HONG KONG — In what would be a drastic liberalization of China’s huge but still cloistered capital markets, the country’s top securities regulator said Monday that foreign investment could be allowed to rise as much as tenfold.
Citing the still-nascent levels of overseas participation in domestic stock markets — despite recent actions more than doubling the amount of money that foreign funds can invest there — Guo Shuqing, the regulator, hinted that 2013 could bring sweeping new measures to open financial markets in China, which has the world’s second-biggest economy, after that of the United States.
‘‘For our capital markets to mature, they must open more in the future,’’ Mr. Guo, the chairman of the China Securities Regulatory Commission, said Monday at a financial forum in Hong Kong. ‘‘Our goal is to make it easier for nonresidents to issue and trade securities in the domestic markets.’’
Shares in Shanghai leaped 3.1 percent Monday after Mr. Guo’s comments, as investors speculated that a wave of foreign cash could be set to hit the mainland stock markets. That added to a monthlong rally in which the benchmark Shanghai share index has rebounded 18 percent from early December, when it hit its lowest levels in more than three years.
With a total capitalization of about 20 trillion renminbi, or $3.2 trillion, China’s domestic stock market ranks as one of the biggest in the world, but it is also one of the most restricted among major economies.
Mr. Guo has been pushing hard to remove some of these investment barriers. In his comments Monday, Mr. Guo said that foreign investors hold only about 1.5 percent of the domestic share market by value. ‘‘I think at least we can increase that 10 times,’’ he said.
Some observers expressed deep skepticism at the remarks. ‘‘This is great headline stuff, but I don’t think it is particularly constructive, because you are not going to simply take the lid off and increase everything by 10 times,’’ said Fraser Howie, the co-author of ‘‘Red Capitalism: The Fragile Financial Foundation of China’s Extraordinary Rise.’’
‘‘I would like to see proper, sensible moves to break down some of the barriers to entry and the actual movement of money,’’ Mr. Howie said.
A former chief foreign exchange regulator and former chairman of China Construction Bank who took the helm at the securities regulator in October 2011, Mr. Guo spearheaded a move last April that more than doubled the amount of Chinese shares that foreign investors could own, increasing the quota for so-called qualified foreign institutional investors to $80 billion from $30 billion.
However, by the end of December, only $37.4 billion of that quota had been actually allocated to investors, spread among 169 banks, brokerage firms and other financial institutions, according to a statement released Friday by the State Administration of Foreign Exchange.
Mr. Guo did not give specific details Monday of how China might raise foreign investment by such a large factor. But he hinted at one potential new program that is under discussion: letting in ordinary retail investors, most likely those from Hong Kong.

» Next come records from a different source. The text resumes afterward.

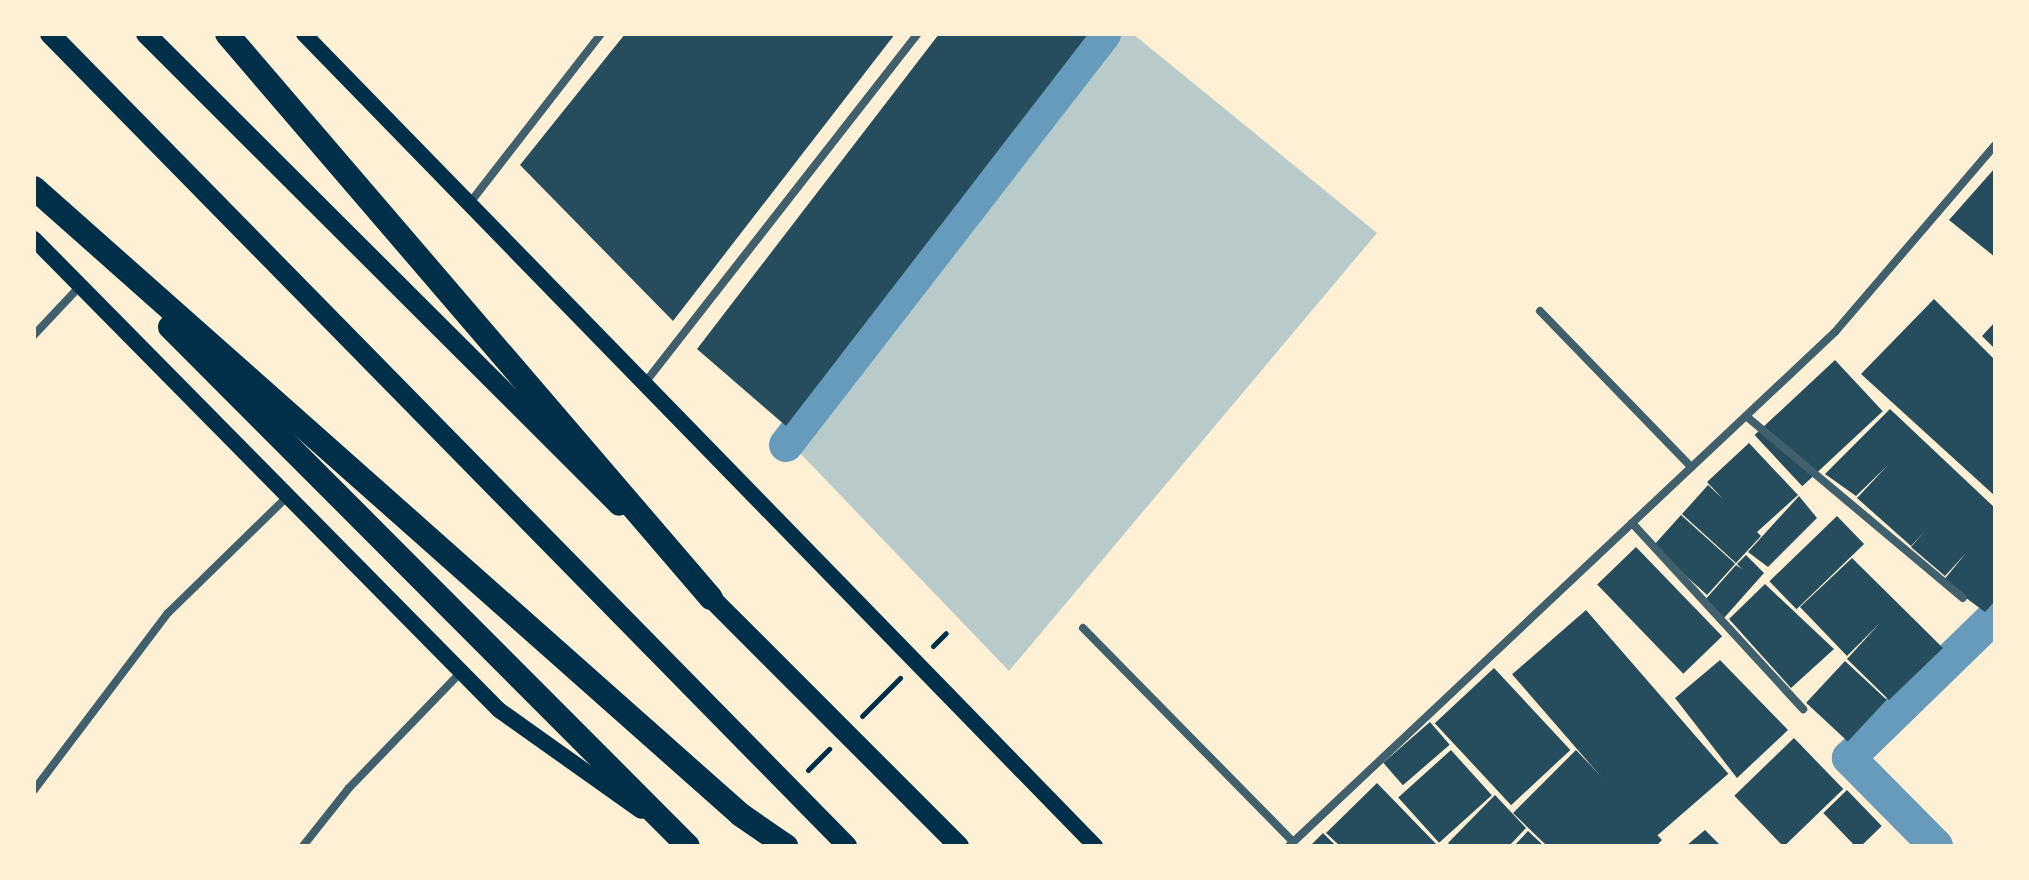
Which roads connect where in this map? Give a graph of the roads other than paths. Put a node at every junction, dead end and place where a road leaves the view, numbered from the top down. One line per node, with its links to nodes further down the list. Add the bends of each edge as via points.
1 (50, 34): 29 (main road)
2 (146, 34): 19 (main road)
3 (227, 34): 19 (highway)
4 (304, 34): 9 (main road)
5 (601, 34): 9 (street)
6 (917, 34): 14 (street)
7 (1995, 145): 15 (street, via 1835,332)
8 (34, 189): 27 (highway); 28 (highway, via 741,815)
9 (469, 205): 14 (main road)
10 (34, 239): 11 (main road)
11 (80, 286): 13 (street); 17 (main road)
12 (1540, 311): 16 (street)
13 (34, 335)
14 (643, 385): 31 (main road)
15 (1746, 416): 16 (street); 20 (street)
16 (1691, 467): 18 (street)
17 (286, 498): 22 (main road); 24 (street, via 168,613)
18 (1632, 523): 23 (street); 25 (street)
19 (711, 598): 30 (main road)
20 (1963, 598)
21 (1083, 628): 25 (street)
22 (461, 672): 26 (street, via 349,788); 27 (main road, via 546,748)
23 (1803, 709)
24 (34, 790)
25 (1291, 844)
26 (303, 846)
27 (688, 846)
28 (786, 846)
29 (847, 846)
30 (959, 846)
31 (1095, 846)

At present, China’s markets are open only to funds managed by brokerage firms, banks and other institutions. But Mr. Guo said he had been in talks during the weekend with several unidentified financial industry groups in Hong Kong about introducing a quota for so-called qualified foreign individual investors.

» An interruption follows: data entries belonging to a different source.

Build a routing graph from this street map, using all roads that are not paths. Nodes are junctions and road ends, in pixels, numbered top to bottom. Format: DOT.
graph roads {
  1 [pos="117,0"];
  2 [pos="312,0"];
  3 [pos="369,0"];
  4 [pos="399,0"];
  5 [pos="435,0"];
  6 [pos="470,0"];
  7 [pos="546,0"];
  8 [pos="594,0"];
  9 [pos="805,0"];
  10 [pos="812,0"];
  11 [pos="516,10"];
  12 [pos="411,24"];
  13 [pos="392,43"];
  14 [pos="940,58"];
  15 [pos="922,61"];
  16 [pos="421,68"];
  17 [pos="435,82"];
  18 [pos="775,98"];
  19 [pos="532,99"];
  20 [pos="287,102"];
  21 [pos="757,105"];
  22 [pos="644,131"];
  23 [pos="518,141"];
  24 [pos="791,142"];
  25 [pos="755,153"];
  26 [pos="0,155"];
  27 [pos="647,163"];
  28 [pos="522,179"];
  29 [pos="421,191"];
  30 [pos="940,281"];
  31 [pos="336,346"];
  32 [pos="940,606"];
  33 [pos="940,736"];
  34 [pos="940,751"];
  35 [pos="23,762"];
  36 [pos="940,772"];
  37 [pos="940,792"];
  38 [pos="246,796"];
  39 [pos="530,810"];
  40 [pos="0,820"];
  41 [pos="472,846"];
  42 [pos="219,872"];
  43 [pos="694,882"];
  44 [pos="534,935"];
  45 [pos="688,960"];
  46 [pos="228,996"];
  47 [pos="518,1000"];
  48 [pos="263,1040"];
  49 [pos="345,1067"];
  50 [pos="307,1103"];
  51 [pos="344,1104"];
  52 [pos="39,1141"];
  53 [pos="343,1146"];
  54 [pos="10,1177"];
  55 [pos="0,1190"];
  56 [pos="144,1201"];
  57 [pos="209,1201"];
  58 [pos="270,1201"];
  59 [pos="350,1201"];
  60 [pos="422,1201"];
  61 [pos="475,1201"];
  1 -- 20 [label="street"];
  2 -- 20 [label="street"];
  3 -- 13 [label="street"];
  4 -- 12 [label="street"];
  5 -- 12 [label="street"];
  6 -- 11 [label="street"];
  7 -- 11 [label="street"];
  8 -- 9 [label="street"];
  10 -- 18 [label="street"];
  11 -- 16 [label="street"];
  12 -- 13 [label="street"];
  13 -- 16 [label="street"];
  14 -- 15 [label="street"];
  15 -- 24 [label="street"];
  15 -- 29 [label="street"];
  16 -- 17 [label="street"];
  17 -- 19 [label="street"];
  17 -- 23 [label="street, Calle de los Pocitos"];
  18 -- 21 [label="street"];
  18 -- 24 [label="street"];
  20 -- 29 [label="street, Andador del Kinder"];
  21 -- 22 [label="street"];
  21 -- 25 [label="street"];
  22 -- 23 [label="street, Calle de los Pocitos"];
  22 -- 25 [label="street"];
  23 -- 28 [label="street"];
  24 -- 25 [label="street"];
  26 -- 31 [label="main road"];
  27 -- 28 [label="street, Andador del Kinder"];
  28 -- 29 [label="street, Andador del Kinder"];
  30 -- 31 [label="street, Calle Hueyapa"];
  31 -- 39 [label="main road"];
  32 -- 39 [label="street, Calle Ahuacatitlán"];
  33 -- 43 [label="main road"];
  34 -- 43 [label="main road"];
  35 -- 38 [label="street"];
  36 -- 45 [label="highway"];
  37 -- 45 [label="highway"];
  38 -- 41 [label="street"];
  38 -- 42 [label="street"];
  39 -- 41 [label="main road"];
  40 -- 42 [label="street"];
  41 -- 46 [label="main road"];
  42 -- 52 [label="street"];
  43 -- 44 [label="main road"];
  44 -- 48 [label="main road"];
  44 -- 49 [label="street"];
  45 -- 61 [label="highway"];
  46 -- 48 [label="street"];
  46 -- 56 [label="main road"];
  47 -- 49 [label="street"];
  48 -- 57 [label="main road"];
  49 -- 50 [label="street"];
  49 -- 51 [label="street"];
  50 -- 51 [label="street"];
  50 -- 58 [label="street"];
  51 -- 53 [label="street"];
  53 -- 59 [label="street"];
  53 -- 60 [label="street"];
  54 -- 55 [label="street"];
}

Details were sparse. But analysts said the general tone of the remarks was consistent with similar indications made recently by the central bank that support was growing for financial changes.
‘‘Clearly this demonstrates the resolve to accelerate financial sector reform, and part of the puzzle is to further liberalize the capital account,’’ said Steven Sun, the head of China equity strategy at HSBC in Hong Kong.